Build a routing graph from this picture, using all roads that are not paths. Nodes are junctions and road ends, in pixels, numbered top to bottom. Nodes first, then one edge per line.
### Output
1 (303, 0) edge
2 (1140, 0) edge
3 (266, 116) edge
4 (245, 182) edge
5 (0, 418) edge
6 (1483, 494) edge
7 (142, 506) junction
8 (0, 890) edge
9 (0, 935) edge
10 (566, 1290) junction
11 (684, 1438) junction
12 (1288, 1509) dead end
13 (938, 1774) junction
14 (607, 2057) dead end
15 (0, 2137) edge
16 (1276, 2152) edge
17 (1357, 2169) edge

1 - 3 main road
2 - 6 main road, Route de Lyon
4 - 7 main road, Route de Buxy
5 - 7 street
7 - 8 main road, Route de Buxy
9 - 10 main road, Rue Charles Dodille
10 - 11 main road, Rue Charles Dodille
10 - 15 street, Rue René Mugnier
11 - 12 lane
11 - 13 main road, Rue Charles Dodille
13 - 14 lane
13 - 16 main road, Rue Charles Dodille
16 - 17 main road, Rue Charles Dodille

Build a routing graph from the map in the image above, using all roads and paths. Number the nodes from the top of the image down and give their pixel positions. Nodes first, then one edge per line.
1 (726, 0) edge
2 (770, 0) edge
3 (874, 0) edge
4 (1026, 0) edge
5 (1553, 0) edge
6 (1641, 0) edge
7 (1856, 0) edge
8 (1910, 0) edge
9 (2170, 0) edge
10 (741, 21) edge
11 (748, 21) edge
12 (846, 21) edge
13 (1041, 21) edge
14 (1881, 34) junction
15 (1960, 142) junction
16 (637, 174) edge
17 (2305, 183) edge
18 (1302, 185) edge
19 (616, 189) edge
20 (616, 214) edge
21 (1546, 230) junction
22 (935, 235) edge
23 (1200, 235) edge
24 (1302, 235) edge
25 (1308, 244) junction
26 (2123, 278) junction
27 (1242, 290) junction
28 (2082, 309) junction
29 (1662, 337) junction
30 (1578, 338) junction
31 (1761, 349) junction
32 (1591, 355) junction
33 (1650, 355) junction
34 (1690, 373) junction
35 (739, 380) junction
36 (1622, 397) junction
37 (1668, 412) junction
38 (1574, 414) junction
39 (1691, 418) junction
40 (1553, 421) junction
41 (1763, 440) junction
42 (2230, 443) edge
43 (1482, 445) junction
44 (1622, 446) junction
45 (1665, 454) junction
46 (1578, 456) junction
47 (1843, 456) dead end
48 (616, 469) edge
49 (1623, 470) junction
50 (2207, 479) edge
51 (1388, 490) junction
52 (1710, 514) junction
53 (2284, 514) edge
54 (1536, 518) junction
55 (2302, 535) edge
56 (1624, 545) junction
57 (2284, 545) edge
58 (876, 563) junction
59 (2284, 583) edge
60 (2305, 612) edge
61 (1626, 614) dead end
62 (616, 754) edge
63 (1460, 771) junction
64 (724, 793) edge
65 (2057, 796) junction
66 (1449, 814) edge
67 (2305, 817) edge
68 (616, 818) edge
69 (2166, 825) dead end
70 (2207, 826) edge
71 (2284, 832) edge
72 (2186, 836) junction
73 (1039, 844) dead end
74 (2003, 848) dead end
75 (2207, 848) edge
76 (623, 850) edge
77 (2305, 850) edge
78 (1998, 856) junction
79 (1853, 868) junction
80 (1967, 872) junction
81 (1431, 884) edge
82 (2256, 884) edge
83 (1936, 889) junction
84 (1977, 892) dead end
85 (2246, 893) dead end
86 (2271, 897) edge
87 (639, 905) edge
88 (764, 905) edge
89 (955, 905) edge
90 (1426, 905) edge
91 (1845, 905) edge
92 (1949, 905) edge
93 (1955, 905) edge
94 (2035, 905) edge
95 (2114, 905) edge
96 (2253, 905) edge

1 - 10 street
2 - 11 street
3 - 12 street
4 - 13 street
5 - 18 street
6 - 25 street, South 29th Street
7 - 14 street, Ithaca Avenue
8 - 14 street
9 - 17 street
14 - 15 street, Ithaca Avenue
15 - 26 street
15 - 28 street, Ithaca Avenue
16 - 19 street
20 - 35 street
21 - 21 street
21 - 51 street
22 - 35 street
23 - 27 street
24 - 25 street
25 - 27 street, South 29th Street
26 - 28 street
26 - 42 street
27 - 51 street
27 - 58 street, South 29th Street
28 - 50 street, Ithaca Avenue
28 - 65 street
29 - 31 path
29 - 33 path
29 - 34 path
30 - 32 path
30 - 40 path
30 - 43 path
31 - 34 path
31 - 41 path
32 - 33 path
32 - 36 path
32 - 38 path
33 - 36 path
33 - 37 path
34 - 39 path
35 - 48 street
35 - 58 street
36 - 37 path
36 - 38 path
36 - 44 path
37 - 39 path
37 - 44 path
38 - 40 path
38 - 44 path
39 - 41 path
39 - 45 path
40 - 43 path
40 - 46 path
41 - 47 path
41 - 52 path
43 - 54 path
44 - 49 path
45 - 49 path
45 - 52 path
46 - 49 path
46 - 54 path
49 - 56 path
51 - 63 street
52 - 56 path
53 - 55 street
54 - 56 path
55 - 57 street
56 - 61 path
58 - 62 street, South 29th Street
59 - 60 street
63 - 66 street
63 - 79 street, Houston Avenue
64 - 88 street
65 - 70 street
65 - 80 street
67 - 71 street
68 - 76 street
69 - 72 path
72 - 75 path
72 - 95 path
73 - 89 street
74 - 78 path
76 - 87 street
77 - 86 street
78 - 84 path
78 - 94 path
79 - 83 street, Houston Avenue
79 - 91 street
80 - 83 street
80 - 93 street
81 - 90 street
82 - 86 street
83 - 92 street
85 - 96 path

WHAT TO DO — With no line skipped, repeat the records exactly.

YOUR SOLUTION —
Build a routing graph from this picture, using all roads that are not paths. Nodes are junctions and road ends, in pixels, numbered top to bottom. Nodes first, then one edge per line.
### Output
1 (303, 0) edge
2 (1140, 0) edge
3 (266, 116) edge
4 (245, 182) edge
5 (0, 418) edge
6 (1483, 494) edge
7 (142, 506) junction
8 (0, 890) edge
9 (0, 935) edge
10 (566, 1290) junction
11 (684, 1438) junction
12 (1288, 1509) dead end
13 (938, 1774) junction
14 (607, 2057) dead end
15 (0, 2137) edge
16 (1276, 2152) edge
17 (1357, 2169) edge

1 - 3 main road
2 - 6 main road, Route de Lyon
4 - 7 main road, Route de Buxy
5 - 7 street
7 - 8 main road, Route de Buxy
9 - 10 main road, Rue Charles Dodille
10 - 11 main road, Rue Charles Dodille
10 - 15 street, Rue René Mugnier
11 - 12 lane
11 - 13 main road, Rue Charles Dodille
13 - 14 lane
13 - 16 main road, Rue Charles Dodille
16 - 17 main road, Rue Charles Dodille

Build a routing graph from the map in the image above, using all roads and paths. Number the nodes from the top of the image down and give their pixel positions. Nodes first, then one edge per line.
1 (726, 0) edge
2 (770, 0) edge
3 (874, 0) edge
4 (1026, 0) edge
5 (1553, 0) edge
6 (1641, 0) edge
7 (1856, 0) edge
8 (1910, 0) edge
9 (2170, 0) edge
10 (741, 21) edge
11 (748, 21) edge
12 (846, 21) edge
13 (1041, 21) edge
14 (1881, 34) junction
15 (1960, 142) junction
16 (637, 174) edge
17 (2305, 183) edge
18 (1302, 185) edge
19 (616, 189) edge
20 (616, 214) edge
21 (1546, 230) junction
22 (935, 235) edge
23 (1200, 235) edge
24 (1302, 235) edge
25 (1308, 244) junction
26 (2123, 278) junction
27 (1242, 290) junction
28 (2082, 309) junction
29 (1662, 337) junction
30 (1578, 338) junction
31 (1761, 349) junction
32 (1591, 355) junction
33 (1650, 355) junction
34 (1690, 373) junction
35 (739, 380) junction
36 (1622, 397) junction
37 (1668, 412) junction
38 (1574, 414) junction
39 (1691, 418) junction
40 (1553, 421) junction
41 (1763, 440) junction
42 (2230, 443) edge
43 (1482, 445) junction
44 (1622, 446) junction
45 (1665, 454) junction
46 (1578, 456) junction
47 (1843, 456) dead end
48 (616, 469) edge
49 (1623, 470) junction
50 (2207, 479) edge
51 (1388, 490) junction
52 (1710, 514) junction
53 (2284, 514) edge
54 (1536, 518) junction
55 (2302, 535) edge
56 (1624, 545) junction
57 (2284, 545) edge
58 (876, 563) junction
59 (2284, 583) edge
60 (2305, 612) edge
61 (1626, 614) dead end
62 (616, 754) edge
63 (1460, 771) junction
64 (724, 793) edge
65 (2057, 796) junction
66 (1449, 814) edge
67 (2305, 817) edge
68 (616, 818) edge
69 (2166, 825) dead end
70 (2207, 826) edge
71 (2284, 832) edge
72 (2186, 836) junction
73 (1039, 844) dead end
74 (2003, 848) dead end
75 (2207, 848) edge
76 (623, 850) edge
77 (2305, 850) edge
78 (1998, 856) junction
79 (1853, 868) junction
80 (1967, 872) junction
81 (1431, 884) edge
82 (2256, 884) edge
83 (1936, 889) junction
84 (1977, 892) dead end
85 (2246, 893) dead end
86 (2271, 897) edge
87 (639, 905) edge
88 (764, 905) edge
89 (955, 905) edge
90 (1426, 905) edge
91 (1845, 905) edge
92 (1949, 905) edge
93 (1955, 905) edge
94 (2035, 905) edge
95 (2114, 905) edge
96 (2253, 905) edge

1 - 10 street
2 - 11 street
3 - 12 street
4 - 13 street
5 - 18 street
6 - 25 street, South 29th Street
7 - 14 street, Ithaca Avenue
8 - 14 street
9 - 17 street
14 - 15 street, Ithaca Avenue
15 - 26 street
15 - 28 street, Ithaca Avenue
16 - 19 street
20 - 35 street
21 - 21 street
21 - 51 street
22 - 35 street
23 - 27 street
24 - 25 street
25 - 27 street, South 29th Street
26 - 28 street
26 - 42 street
27 - 51 street
27 - 58 street, South 29th Street
28 - 50 street, Ithaca Avenue
28 - 65 street
29 - 31 path
29 - 33 path
29 - 34 path
30 - 32 path
30 - 40 path
30 - 43 path
31 - 34 path
31 - 41 path
32 - 33 path
32 - 36 path
32 - 38 path
33 - 36 path
33 - 37 path
34 - 39 path
35 - 48 street
35 - 58 street
36 - 37 path
36 - 38 path
36 - 44 path
37 - 39 path
37 - 44 path
38 - 40 path
38 - 44 path
39 - 41 path
39 - 45 path
40 - 43 path
40 - 46 path
41 - 47 path
41 - 52 path
43 - 54 path
44 - 49 path
45 - 49 path
45 - 52 path
46 - 49 path
46 - 54 path
49 - 56 path
51 - 63 street
52 - 56 path
53 - 55 street
54 - 56 path
55 - 57 street
56 - 61 path
58 - 62 street, South 29th Street
59 - 60 street
63 - 66 street
63 - 79 street, Houston Avenue
64 - 88 street
65 - 70 street
65 - 80 street
67 - 71 street
68 - 76 street
69 - 72 path
72 - 75 path
72 - 95 path
73 - 89 street
74 - 78 path
76 - 87 street
77 - 86 street
78 - 84 path
78 - 94 path
79 - 83 street, Houston Avenue
79 - 91 street
80 - 83 street
80 - 93 street
81 - 90 street
82 - 86 street
83 - 92 street
85 - 96 path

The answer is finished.